Exercise instructions. Copy out each line of the entries below in which the string "Answer" appears.

Data to use.

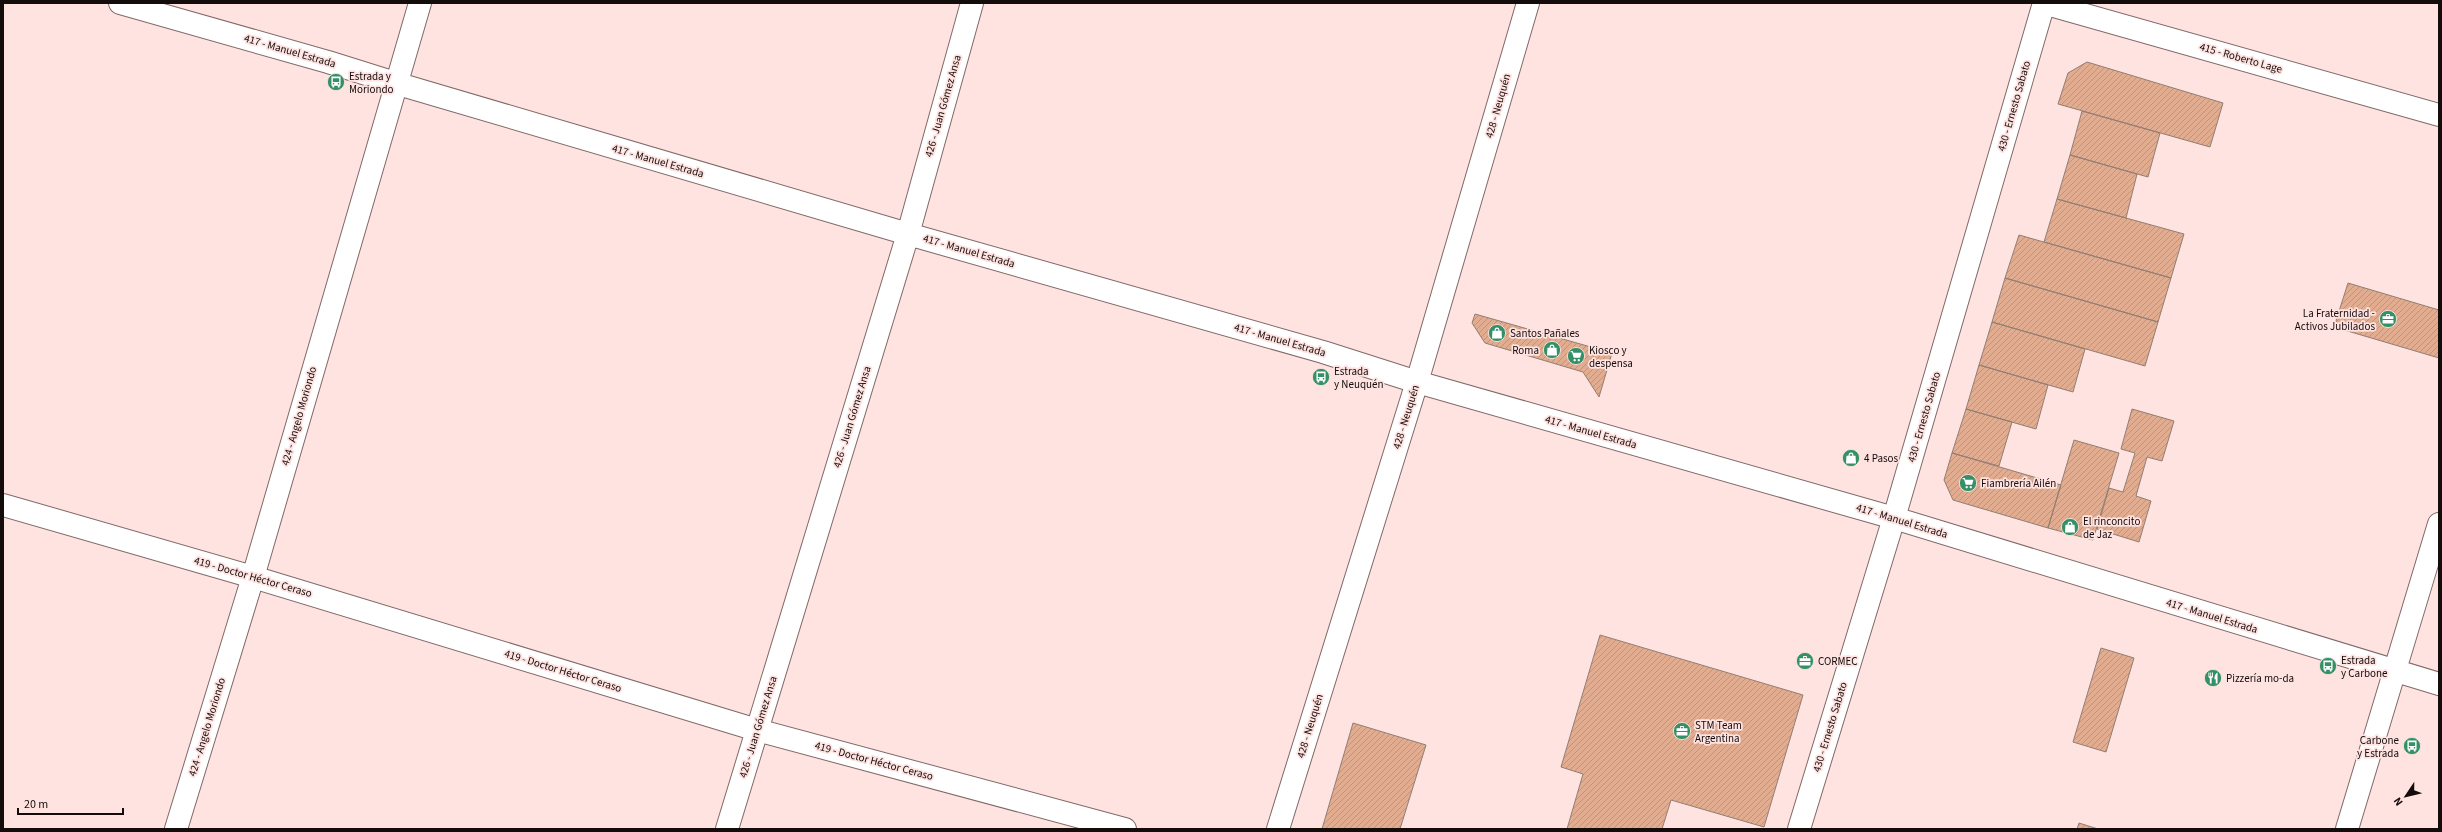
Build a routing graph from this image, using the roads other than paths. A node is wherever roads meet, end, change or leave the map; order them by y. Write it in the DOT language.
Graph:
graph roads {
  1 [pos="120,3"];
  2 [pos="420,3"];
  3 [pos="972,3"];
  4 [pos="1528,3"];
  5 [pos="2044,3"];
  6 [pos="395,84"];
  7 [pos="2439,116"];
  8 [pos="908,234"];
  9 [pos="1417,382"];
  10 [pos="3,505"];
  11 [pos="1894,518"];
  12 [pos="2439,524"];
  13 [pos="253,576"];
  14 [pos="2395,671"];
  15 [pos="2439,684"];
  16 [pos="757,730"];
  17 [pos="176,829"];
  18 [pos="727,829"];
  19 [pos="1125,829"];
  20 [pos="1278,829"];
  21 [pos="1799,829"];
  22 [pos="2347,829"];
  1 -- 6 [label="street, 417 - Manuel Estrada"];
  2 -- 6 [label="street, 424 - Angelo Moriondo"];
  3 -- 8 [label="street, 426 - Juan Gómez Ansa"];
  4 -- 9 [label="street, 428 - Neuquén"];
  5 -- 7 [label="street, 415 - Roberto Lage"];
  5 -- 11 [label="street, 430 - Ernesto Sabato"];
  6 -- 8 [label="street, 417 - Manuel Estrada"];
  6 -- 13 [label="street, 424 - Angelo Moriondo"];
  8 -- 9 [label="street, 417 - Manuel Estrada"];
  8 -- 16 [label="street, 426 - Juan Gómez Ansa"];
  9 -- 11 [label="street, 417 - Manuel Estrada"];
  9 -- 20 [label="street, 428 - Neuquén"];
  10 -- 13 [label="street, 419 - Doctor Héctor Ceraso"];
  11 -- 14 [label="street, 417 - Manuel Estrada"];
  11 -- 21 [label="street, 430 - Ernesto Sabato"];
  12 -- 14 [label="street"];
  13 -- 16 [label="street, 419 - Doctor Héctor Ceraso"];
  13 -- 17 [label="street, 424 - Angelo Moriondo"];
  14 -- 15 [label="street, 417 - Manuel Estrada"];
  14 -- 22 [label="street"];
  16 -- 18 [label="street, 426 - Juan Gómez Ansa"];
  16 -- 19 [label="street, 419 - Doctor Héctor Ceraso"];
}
--
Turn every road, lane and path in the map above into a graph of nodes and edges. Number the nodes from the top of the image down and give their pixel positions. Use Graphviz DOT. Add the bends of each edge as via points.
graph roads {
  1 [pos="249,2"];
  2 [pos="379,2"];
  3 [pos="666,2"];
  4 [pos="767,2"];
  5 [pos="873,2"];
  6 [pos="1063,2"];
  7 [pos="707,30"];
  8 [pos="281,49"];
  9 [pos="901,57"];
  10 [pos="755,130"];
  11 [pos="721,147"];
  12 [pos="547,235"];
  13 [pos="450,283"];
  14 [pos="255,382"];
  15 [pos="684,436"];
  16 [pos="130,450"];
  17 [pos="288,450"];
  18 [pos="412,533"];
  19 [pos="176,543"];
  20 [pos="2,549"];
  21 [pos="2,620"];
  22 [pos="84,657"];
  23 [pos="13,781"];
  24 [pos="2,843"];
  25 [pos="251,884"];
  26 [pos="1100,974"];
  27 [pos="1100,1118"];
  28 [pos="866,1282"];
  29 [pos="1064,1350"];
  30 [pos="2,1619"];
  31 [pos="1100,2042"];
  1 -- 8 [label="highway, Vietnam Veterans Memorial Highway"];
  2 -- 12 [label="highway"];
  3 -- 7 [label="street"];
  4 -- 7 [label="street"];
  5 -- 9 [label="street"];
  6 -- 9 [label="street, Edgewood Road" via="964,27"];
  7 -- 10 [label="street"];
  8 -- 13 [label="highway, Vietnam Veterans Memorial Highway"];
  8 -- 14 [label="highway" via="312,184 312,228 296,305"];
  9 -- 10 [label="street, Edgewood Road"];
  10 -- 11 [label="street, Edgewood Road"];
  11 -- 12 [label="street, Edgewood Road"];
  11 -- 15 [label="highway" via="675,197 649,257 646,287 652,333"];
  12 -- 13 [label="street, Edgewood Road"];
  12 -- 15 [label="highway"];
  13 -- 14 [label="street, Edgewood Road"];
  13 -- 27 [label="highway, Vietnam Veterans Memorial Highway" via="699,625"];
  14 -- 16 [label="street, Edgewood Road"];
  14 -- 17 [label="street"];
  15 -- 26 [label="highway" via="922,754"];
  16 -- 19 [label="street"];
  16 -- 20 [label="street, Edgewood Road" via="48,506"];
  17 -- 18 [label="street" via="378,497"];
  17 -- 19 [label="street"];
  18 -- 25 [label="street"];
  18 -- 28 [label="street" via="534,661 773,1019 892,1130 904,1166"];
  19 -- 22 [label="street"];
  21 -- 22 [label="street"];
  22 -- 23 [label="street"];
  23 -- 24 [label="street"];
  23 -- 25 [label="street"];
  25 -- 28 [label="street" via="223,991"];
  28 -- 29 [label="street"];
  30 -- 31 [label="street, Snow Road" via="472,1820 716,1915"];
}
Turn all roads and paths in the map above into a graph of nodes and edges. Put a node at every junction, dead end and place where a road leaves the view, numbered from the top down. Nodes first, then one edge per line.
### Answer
---
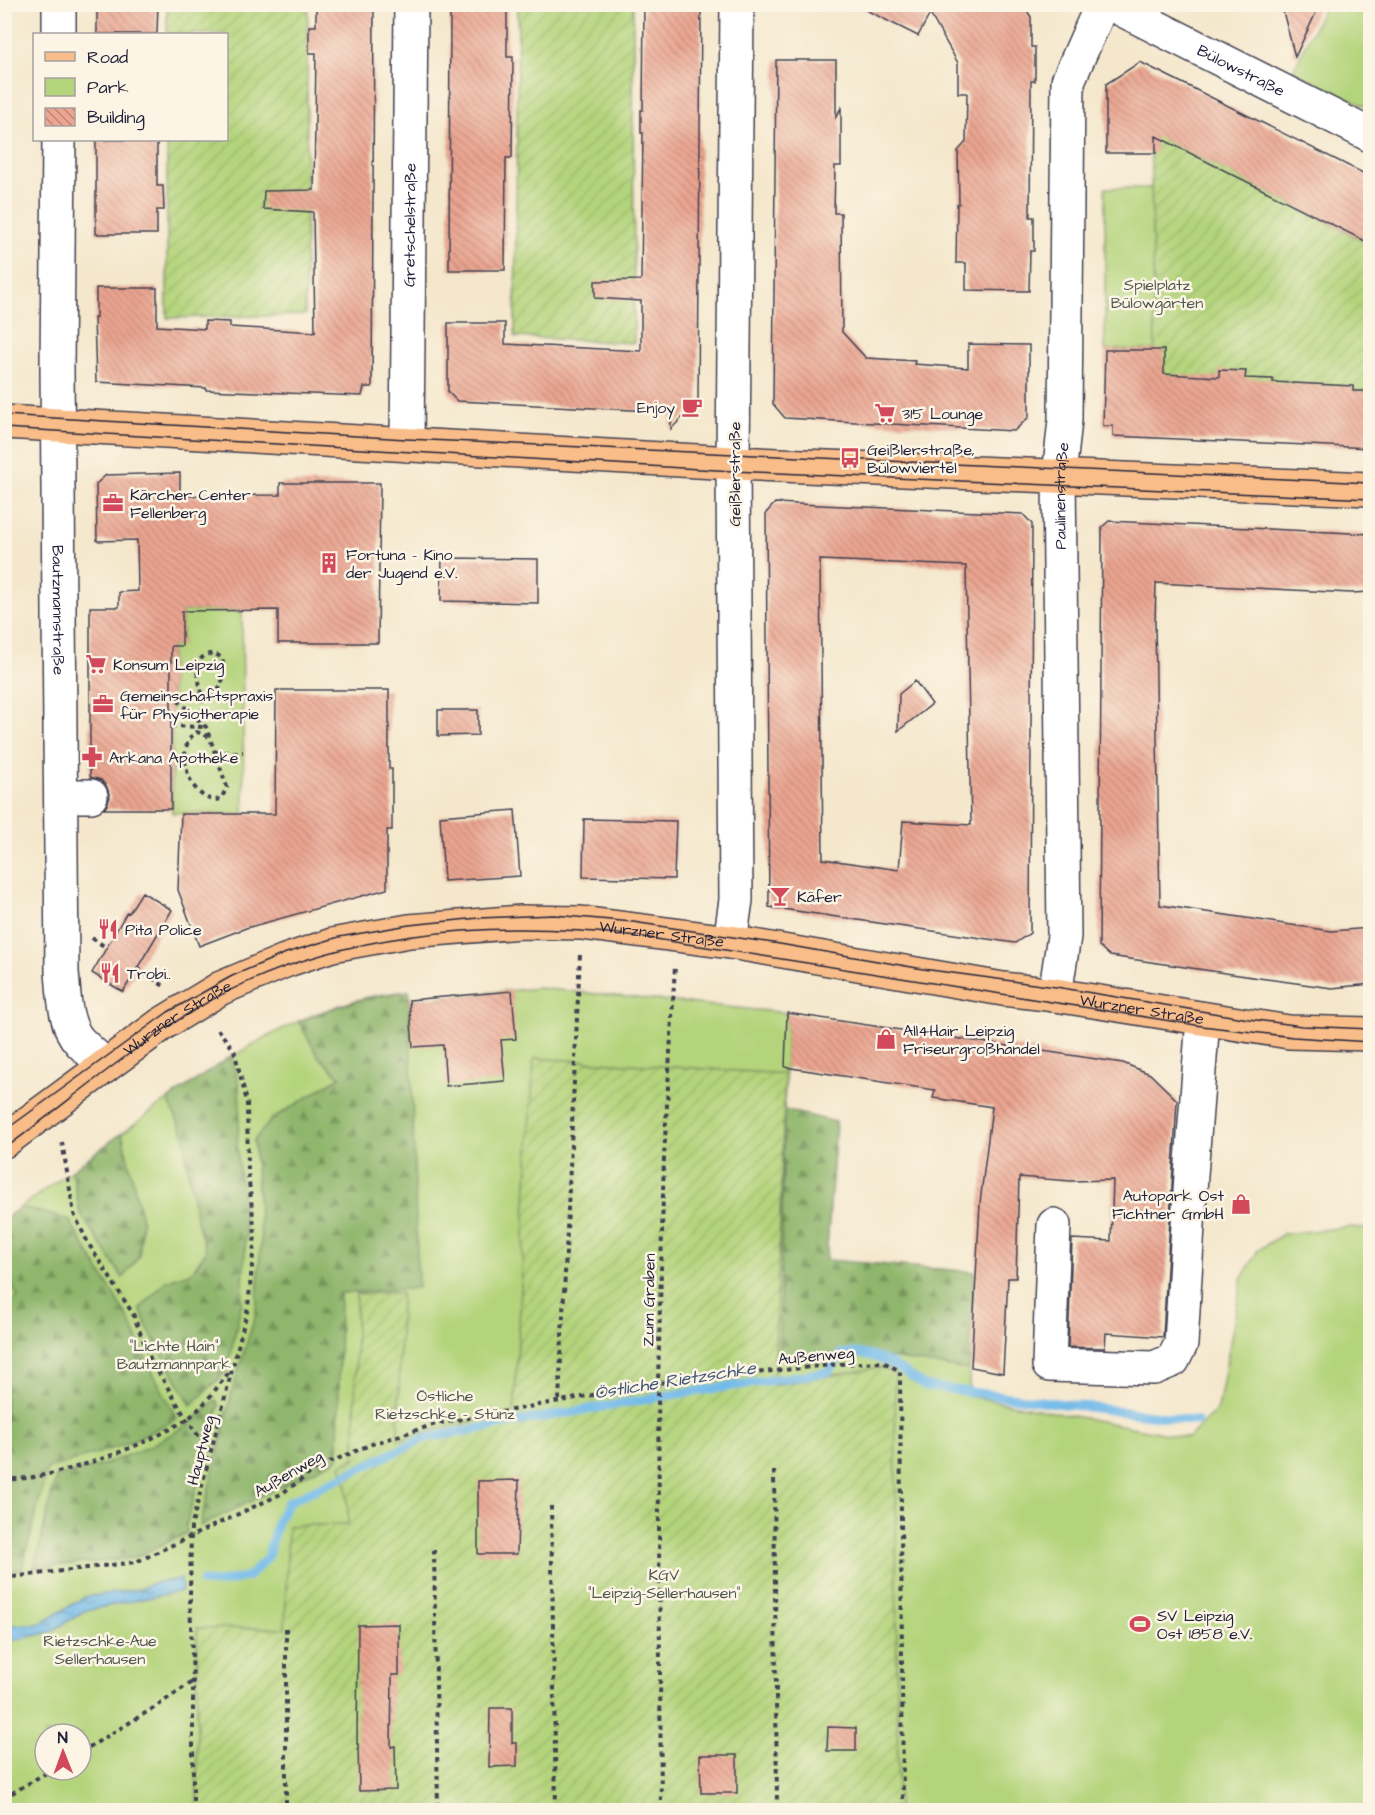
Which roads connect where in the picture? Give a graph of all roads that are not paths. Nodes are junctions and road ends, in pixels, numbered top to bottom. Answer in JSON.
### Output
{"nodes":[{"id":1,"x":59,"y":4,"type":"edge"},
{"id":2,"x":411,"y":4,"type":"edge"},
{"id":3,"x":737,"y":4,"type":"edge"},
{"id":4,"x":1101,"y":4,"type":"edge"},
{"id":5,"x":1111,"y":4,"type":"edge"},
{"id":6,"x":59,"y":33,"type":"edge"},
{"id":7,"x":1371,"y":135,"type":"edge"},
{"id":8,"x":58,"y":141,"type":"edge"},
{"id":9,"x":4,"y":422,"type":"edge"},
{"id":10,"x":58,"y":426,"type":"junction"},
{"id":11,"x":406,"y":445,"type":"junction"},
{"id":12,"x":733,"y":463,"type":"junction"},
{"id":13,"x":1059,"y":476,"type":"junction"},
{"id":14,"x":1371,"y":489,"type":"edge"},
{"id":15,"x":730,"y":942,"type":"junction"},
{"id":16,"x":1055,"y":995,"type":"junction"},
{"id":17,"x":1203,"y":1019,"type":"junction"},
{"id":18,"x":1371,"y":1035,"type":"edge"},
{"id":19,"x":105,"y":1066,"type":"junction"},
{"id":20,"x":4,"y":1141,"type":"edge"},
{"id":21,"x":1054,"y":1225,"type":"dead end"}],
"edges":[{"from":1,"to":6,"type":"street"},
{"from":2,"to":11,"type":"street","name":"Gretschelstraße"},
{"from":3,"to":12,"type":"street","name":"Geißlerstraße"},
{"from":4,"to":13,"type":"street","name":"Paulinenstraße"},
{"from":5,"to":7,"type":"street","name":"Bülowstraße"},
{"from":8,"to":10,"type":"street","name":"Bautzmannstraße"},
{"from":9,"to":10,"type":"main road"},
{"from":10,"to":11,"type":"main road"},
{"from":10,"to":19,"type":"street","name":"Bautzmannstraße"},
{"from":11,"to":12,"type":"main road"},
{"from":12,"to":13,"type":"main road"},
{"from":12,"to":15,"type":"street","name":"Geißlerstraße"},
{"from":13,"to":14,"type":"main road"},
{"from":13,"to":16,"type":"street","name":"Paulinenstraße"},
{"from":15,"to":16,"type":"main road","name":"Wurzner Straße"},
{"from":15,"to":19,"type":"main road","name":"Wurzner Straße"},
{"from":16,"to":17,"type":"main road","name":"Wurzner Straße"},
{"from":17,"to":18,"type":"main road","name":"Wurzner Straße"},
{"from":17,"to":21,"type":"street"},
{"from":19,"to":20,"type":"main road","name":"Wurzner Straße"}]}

Response.
### Answer
Which roads connect where in the picture? Give a graph of all roads that are not paths. Nodes are junctions and road ends, in pixels, numbered top to bottom. Answer in JSON.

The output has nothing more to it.